## Assignment
An exact restatement of every record is required.

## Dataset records

§

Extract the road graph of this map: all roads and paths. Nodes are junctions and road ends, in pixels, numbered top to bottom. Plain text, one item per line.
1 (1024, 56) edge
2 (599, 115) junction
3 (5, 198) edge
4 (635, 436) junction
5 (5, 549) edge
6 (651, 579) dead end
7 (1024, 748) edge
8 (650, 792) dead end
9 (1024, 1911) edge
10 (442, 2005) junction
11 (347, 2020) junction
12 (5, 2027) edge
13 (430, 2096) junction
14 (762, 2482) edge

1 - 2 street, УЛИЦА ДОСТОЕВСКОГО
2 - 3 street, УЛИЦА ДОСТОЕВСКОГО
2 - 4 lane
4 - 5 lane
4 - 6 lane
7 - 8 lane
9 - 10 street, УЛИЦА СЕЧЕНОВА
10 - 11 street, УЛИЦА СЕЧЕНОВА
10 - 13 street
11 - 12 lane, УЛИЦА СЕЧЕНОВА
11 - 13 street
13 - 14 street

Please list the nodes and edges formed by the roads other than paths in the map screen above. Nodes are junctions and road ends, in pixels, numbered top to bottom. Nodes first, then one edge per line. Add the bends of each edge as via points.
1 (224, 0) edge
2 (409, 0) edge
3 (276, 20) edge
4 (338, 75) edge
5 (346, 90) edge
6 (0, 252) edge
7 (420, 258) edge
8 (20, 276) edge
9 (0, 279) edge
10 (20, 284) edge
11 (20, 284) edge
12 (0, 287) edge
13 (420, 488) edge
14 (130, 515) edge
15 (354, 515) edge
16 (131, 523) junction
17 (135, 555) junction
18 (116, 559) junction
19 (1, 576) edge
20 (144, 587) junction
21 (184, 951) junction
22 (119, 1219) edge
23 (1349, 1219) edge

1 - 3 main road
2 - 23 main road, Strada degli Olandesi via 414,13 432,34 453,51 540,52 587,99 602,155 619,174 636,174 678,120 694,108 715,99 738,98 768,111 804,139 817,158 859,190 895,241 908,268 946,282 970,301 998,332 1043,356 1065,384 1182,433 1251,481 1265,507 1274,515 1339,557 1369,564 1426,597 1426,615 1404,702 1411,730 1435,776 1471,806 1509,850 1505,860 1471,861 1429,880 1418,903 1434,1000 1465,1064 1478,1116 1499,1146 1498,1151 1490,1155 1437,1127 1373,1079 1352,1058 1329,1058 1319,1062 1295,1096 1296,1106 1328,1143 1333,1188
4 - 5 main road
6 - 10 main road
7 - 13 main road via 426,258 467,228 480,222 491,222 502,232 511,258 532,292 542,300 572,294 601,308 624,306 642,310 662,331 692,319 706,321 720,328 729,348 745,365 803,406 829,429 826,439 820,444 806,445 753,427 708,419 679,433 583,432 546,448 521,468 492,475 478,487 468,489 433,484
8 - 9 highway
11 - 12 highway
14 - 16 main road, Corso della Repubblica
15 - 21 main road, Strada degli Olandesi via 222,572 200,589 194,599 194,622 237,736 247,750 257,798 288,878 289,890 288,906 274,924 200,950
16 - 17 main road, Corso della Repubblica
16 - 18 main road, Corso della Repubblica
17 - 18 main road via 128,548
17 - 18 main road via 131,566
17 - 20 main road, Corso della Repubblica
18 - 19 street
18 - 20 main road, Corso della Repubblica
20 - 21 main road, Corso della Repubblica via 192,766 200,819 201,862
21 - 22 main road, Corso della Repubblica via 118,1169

§

## Task response
Extract the road graph of this map: all roads and paths. Nodes are junctions and road ends, in pixels, numbered top to bottom. Plain text, one item per line.
1 (1024, 56) edge
2 (599, 115) junction
3 (5, 198) edge
4 (635, 436) junction
5 (5, 549) edge
6 (651, 579) dead end
7 (1024, 748) edge
8 (650, 792) dead end
9 (1024, 1911) edge
10 (442, 2005) junction
11 (347, 2020) junction
12 (5, 2027) edge
13 (430, 2096) junction
14 (762, 2482) edge

1 - 2 street, УЛИЦА ДОСТОЕВСКОГО
2 - 3 street, УЛИЦА ДОСТОЕВСКОГО
2 - 4 lane
4 - 5 lane
4 - 6 lane
7 - 8 lane
9 - 10 street, УЛИЦА СЕЧЕНОВА
10 - 11 street, УЛИЦА СЕЧЕНОВА
10 - 13 street
11 - 12 lane, УЛИЦА СЕЧЕНОВА
11 - 13 street
13 - 14 street

Please list the nodes and edges formed by the roads other than paths in the map screen above. Nodes are junctions and road ends, in pixels, numbered top to bottom. Nodes first, then one edge per line. Add the bends of each edge as via points.
1 (224, 0) edge
2 (409, 0) edge
3 (276, 20) edge
4 (338, 75) edge
5 (346, 90) edge
6 (0, 252) edge
7 (420, 258) edge
8 (20, 276) edge
9 (0, 279) edge
10 (20, 284) edge
11 (20, 284) edge
12 (0, 287) edge
13 (420, 488) edge
14 (130, 515) edge
15 (354, 515) edge
16 (131, 523) junction
17 (135, 555) junction
18 (116, 559) junction
19 (1, 576) edge
20 (144, 587) junction
21 (184, 951) junction
22 (119, 1219) edge
23 (1349, 1219) edge

1 - 3 main road
2 - 23 main road, Strada degli Olandesi via 414,13 432,34 453,51 540,52 587,99 602,155 619,174 636,174 678,120 694,108 715,99 738,98 768,111 804,139 817,158 859,190 895,241 908,268 946,282 970,301 998,332 1043,356 1065,384 1182,433 1251,481 1265,507 1274,515 1339,557 1369,564 1426,597 1426,615 1404,702 1411,730 1435,776 1471,806 1509,850 1505,860 1471,861 1429,880 1418,903 1434,1000 1465,1064 1478,1116 1499,1146 1498,1151 1490,1155 1437,1127 1373,1079 1352,1058 1329,1058 1319,1062 1295,1096 1296,1106 1328,1143 1333,1188
4 - 5 main road
6 - 10 main road
7 - 13 main road via 426,258 467,228 480,222 491,222 502,232 511,258 532,292 542,300 572,294 601,308 624,306 642,310 662,331 692,319 706,321 720,328 729,348 745,365 803,406 829,429 826,439 820,444 806,445 753,427 708,419 679,433 583,432 546,448 521,468 492,475 478,487 468,489 433,484
8 - 9 highway
11 - 12 highway
14 - 16 main road, Corso della Repubblica
15 - 21 main road, Strada degli Olandesi via 222,572 200,589 194,599 194,622 237,736 247,750 257,798 288,878 289,890 288,906 274,924 200,950
16 - 17 main road, Corso della Repubblica
16 - 18 main road, Corso della Repubblica
17 - 18 main road via 128,548
17 - 18 main road via 131,566
17 - 20 main road, Corso della Repubblica
18 - 19 street
18 - 20 main road, Corso della Repubblica
20 - 21 main road, Corso della Repubblica via 192,766 200,819 201,862
21 - 22 main road, Corso della Repubblica via 118,1169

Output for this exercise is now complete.